Except that doesn't seem to the be the case in the context of the time for specifically the Jewish communities living in Muslim-controlled regions? Per https://en.wikipedia.org/wiki/Dhimmi - "Generally, the Jewish people were allowed to practice their religion and live according to the laws and scriptures of their community. Furthermore, the restrictions to which they were subject were social and symbolic rather than tangible and practical in character. That is to say, these regulations served to define the relationship between the two communities, and not to oppress the Jewish population." There's a section on Jews on that page that seems unanimous in the view that while dhimmi status was not as good as being a muslim citizen, it was a better than what they had either before the Muslims took over or what they had available elsewhere. It's weird to label what is generally an improvement in living conditions/social regard as stemming from deep-seated discrimination.

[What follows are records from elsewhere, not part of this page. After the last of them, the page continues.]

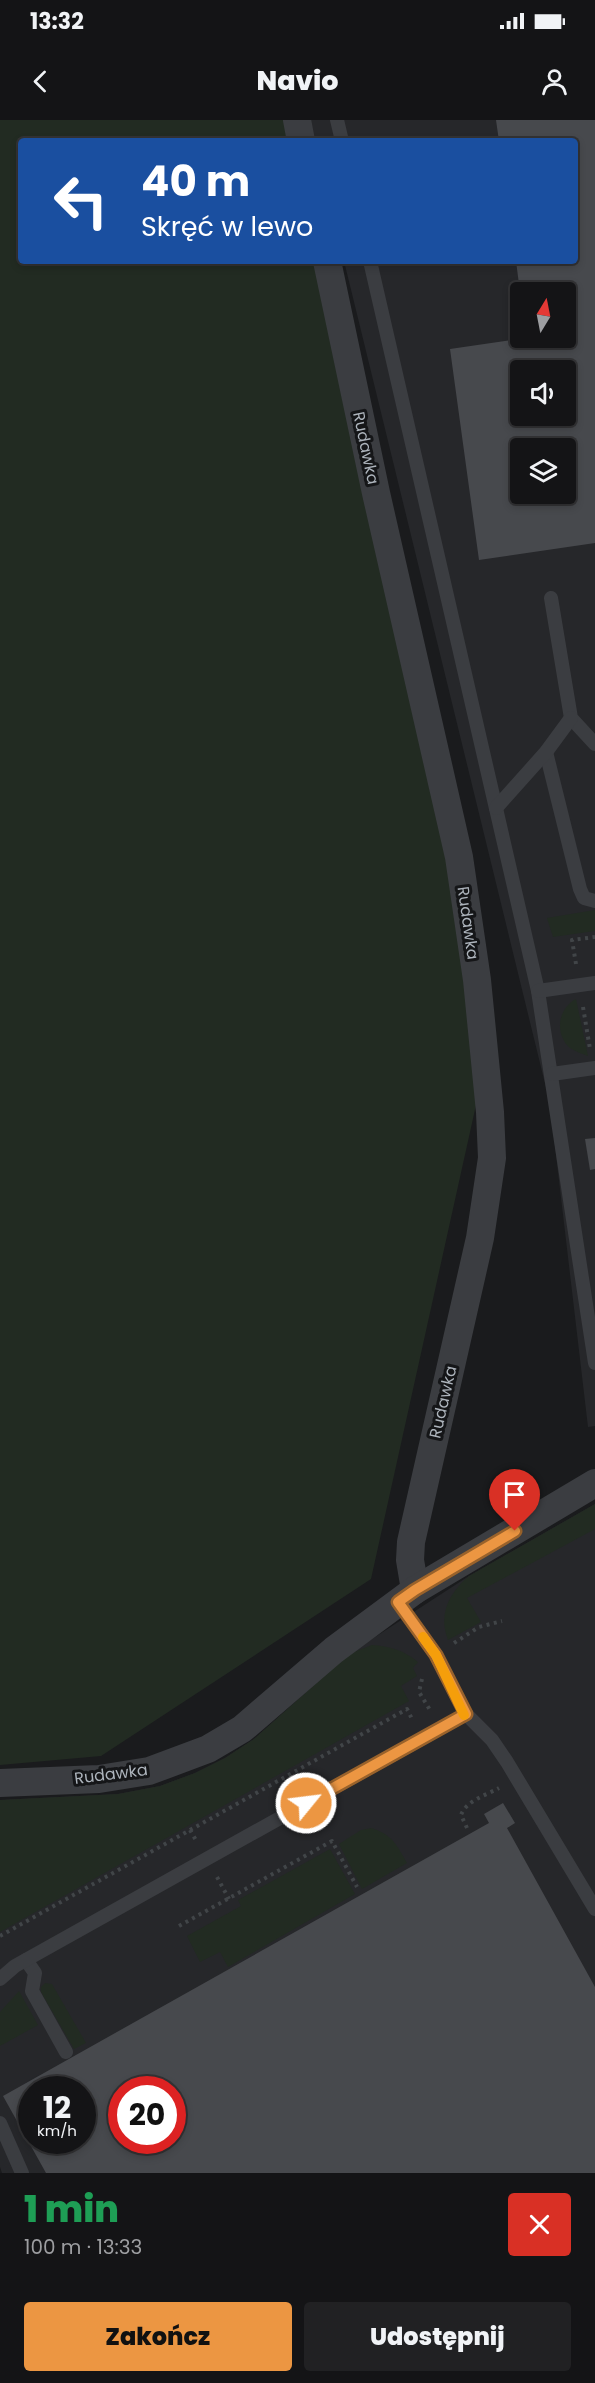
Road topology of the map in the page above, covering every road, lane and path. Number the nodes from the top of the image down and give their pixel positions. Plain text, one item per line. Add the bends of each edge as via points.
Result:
1 (297, 120) edge
2 (337, 120) edge
3 (300, 138) edge
4 (341, 138) edge
5 (328, 264) edge
6 (371, 264) edge
7 (551, 598) dead end
8 (571, 718) junction
9 (595, 744) edge
10 (546, 752) junction
11 (496, 808) junction
12 (595, 901) edge
13 (595, 983) edge
14 (538, 991) junction
15 (595, 1068) edge
16 (552, 1074) junction
17 (592, 1314) edge
18 (595, 1363) edge
19 (595, 1483) edge
20 (406, 1596) junction
21 (466, 1714) junction
22 (517, 1778) junction
23 (0, 1783) edge
24 (467, 1828) dead end
25 (357, 1887) dead end
26 (595, 1909) edge
27 (179, 1926) dead end
28 (26, 1960) junction
29 (0, 1979) edge
30 (66, 2052) dead end
31 (0, 2123) edge
32 (22, 2173) edge

1 - 3 street
2 - 4 lane
5 - 20 street, Rudawka via 459,857 477,980 490,1112 492,1158 480,1238 411,1542
6 - 11 lane
7 - 8 lane
8 - 9 lane
8 - 10 lane
10 - 11 lane
10 - 12 lane via 580,889 584,898
11 - 14 lane
13 - 14 lane
14 - 16 lane
15 - 16 lane
16 - 17 lane
17 - 18 lane
19 - 20 street, Rudawka
20 - 21 lane
20 - 23 street, Rudawka via 334,1650 242,1729 208,1749 139,1772 99,1779
21 - 22 lane via 492,1740
21 - 28 lane
22 - 24 path via 467,1806 461,1815
22 - 26 lane
25 - 27 path via 332,1842
28 - 29 lane
28 - 30 lane via 34,1973 32,1991
31 - 32 lane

Per atrocities - of course there were atrocities committed against Jews. Just as there were atrocities committed by basically every long-lived group against every long-lived group in their territories. No one is stupid enough to say that Muslims have never persecuted Jews, just as they wouldn't say that Christians have never persecuted Jews, or that Muslims never persecuted Christians, or that Christians never persecuted Muslims, or that those groups never persecuted themselves in schisms and internicine warfare. But the impression that Islam is fundamentally and necessarily opposed to the practice of the Jewish faith is fairly contradicted by even the history of dhimma. As the first paragraph of that Wikipedia page states; 'Dhimmī... is a historical term for non-Muslims living in an Islamic state with legal protection. The word literally means "protected person", referring to the state's obligation under sharia to protect the individual's life, property, as well as freedom of religion, in exchange for loyalty to the state and payment of the jizya tax, in contrast to the zakat, or obligatory alms, paid by the Muslim subjects. Dhimmi were exempt from certain duties assigned specifically to Muslims if they paid the poll tax (jizya) but were otherwise equal under the laws of property, contract, and obligation.'

On the other hand, look at how the Jews were treated during the Islamic Golden Age in Spain; https://en.wikipedia.org/wiki/Golden_age_of_Jewish_culture_i... ("The golden age of Jewish culture in Spain, which coincided with the Middle Ages in Europe, was a period of Muslim rule during which, intermittently, Jews were generally accepted in society and Jewish religious, cultural, and economic life flourished."). It's hard to square that with the idea that there is this deep-seated hatred among Muslims towards Jews as the GP stated.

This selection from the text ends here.